私たち、幸せに離婚しましょう~クールな脳外科医の激愛は契約妻を逃がさない~

 父が完全復帰すれば、華子が指示する経費を心配は必要なくなるし、そのときには自分から給食部門への異動希望を出すつもりだった。

「――ということで、二月の献立は概ねこんな感じでいきましょう」

「はい。では計算しておきますね」

 ちょうど打ち合わせが終わった頃、ドアがノックされて総務の女性が入ってきた。

「沙月さん、ちょっといいですか?」

「あ、はい。
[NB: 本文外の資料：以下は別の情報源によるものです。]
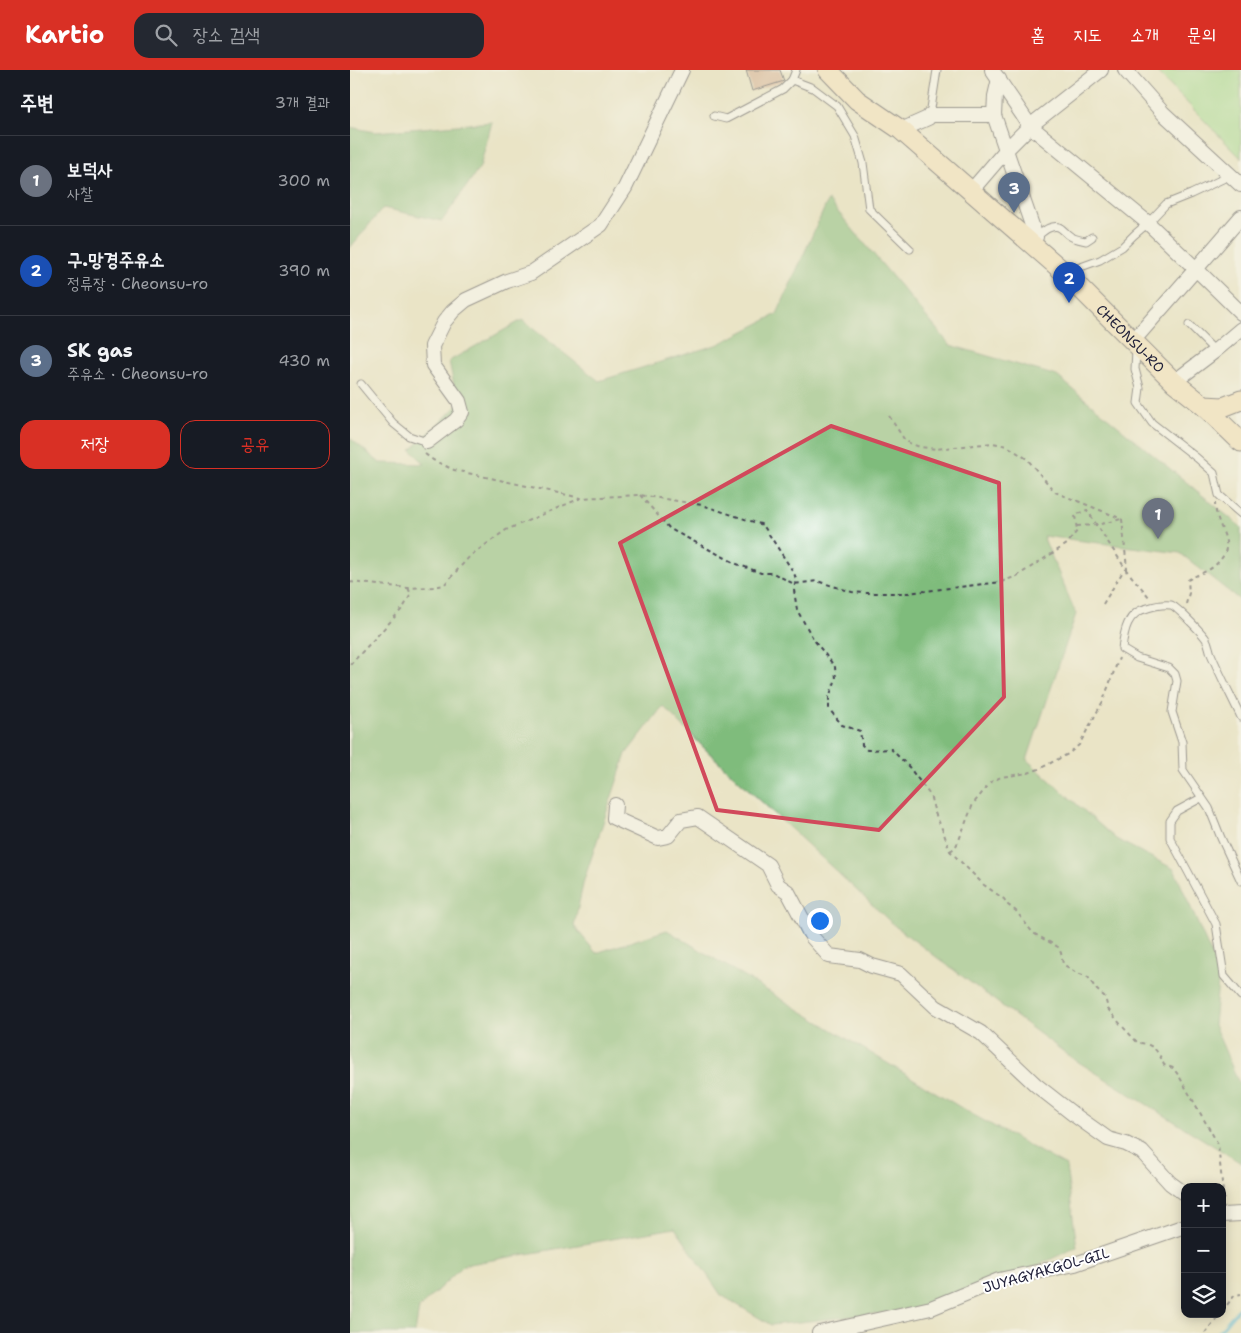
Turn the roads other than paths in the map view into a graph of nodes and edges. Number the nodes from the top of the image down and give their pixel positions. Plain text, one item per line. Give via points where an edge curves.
1 (682, 70) edge
2 (796, 70) edge
3 (828, 70) edge
4 (937, 70) edge
5 (1101, 70) edge
6 (1125, 70) edge
7 (995, 75) edge
8 (792, 80) junction
9 (930, 115) junction
10 (994, 115) junction
11 (714, 116) dead end
12 (1030, 126) junction
13 (901, 130) junction
14 (1007, 149) junction
15 (1236, 180) edge
16 (971, 191) junction
17 (1241, 217) edge
18 (1148, 223) junction
19 (1092, 236) dead end
20 (1032, 240) junction
21 (910, 249) dead end
22 (1196, 270) junction
23 (1065, 273) junction
24 (1241, 313) edge
25 (1189, 325) dead end
26 (1241, 329) edge
27 (1135, 342) junction
28 (1215, 352) junction
29 (1174, 382) junction
30 (360, 384) dead end
31 (1241, 400) edge
32 (1204, 406) junction
33 (427, 442) joint
34 (1241, 442) edge
35 (1241, 514) edge
36 (1241, 717) edge
37 (1201, 798) junction
38 (615, 805) dead end
39 (1241, 881) edge
40 (1241, 996) edge
41 (1181, 1191) edge
42 (1241, 1214) edge
43 (1226, 1215) edge
44 (1181, 1227) edge
45 (819, 1333) edge

1 - 33 street via 625,188 601,225 531,273 466,300 444,322 432,346 433,365 459,401 462,412
2 - 8 lane
3 - 13 street, CHEONSU-RO via 857,100
4 - 9 lane
5 - 12 street
6 - 15 street via 1163,114
7 - 10 street
7 - 12 street
8 - 11 lane via 783,89 726,120
8 - 21 lane via 813,88 837,106 855,136 863,163 869,209
9 - 10 street
9 - 13 street
10 - 14 street
12 - 14 street
12 - 18 street
13 - 16 street, CHEONSU-RO
14 - 16 street
14 - 20 street
15 - 18 lane via 1166,204
16 - 20 street, CHEONSU-RO
17 - 22 street
18 - 22 street
18 - 23 lane via 1122,247 1100,260
19 - 20 lane via 1086,241 1080,240 1059,227 1049,228
20 - 23 street, CHEONSU-RO
22 - 24 street
22 - 27 street
23 - 27 street, CHEONSU-RO
25 - 28 lane
26 - 28 street
27 - 29 street, CHEONSU-RO
27 - 35 lane via 1135,369 1140,388 1138,403 1152,423 1214,473 1219,495
28 - 29 street
29 - 32 street, CHEONSU-RO
30 - 33 lane via 393,423 409,436
31 - 32 street via 1223,407
32 - 34 street, CHEONSU-RO
36 - 37 lane via 1206,640 1180,610 1171,605 1157,606 1139,610 1129,620 1122,649 1137,658 1169,668 1175,674 1177,681 1172,712 1182,742 1183,770
37 - 39 lane via 1209,808
37 - 40 lane via 1177,811 1170,821 1170,838 1216,924 1224,976
38 - 41 street via 614,818 658,838 668,836 682,820 698,817 768,865 778,885 788,892 812,937 829,956 860,960 901,974 936,1007 981,1034 1036,1085 1074,1114 1108,1139 1142,1152
42 - 43 street
44 - 45 street, JUYAGYAKGOL-GIL via 1075,1264 999,1280 931,1308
大丈夫ですよ」

「あの、また伝票なんですが」

 苦笑し合い、困り顔の彼女と一緒に会議室を出た。

 例によって領収書には品目がなく、しかも今回は宛先が上様になっている。

「理事長が戻ってこられてから、減ってきたんですけどね」

「お手数おかけします」

「いえいえ、沙月さんこそご苦労様です」

 お互いを労い、総務の女性とは途中で別れ、領収書を手にした沙月は理事長室に向かった。

 父は二月から理事長として本格的に始動すると決まった。華子の出す使途不明金との戦いももうすぐ終わる。

 そう思えばいくらか気休めになった。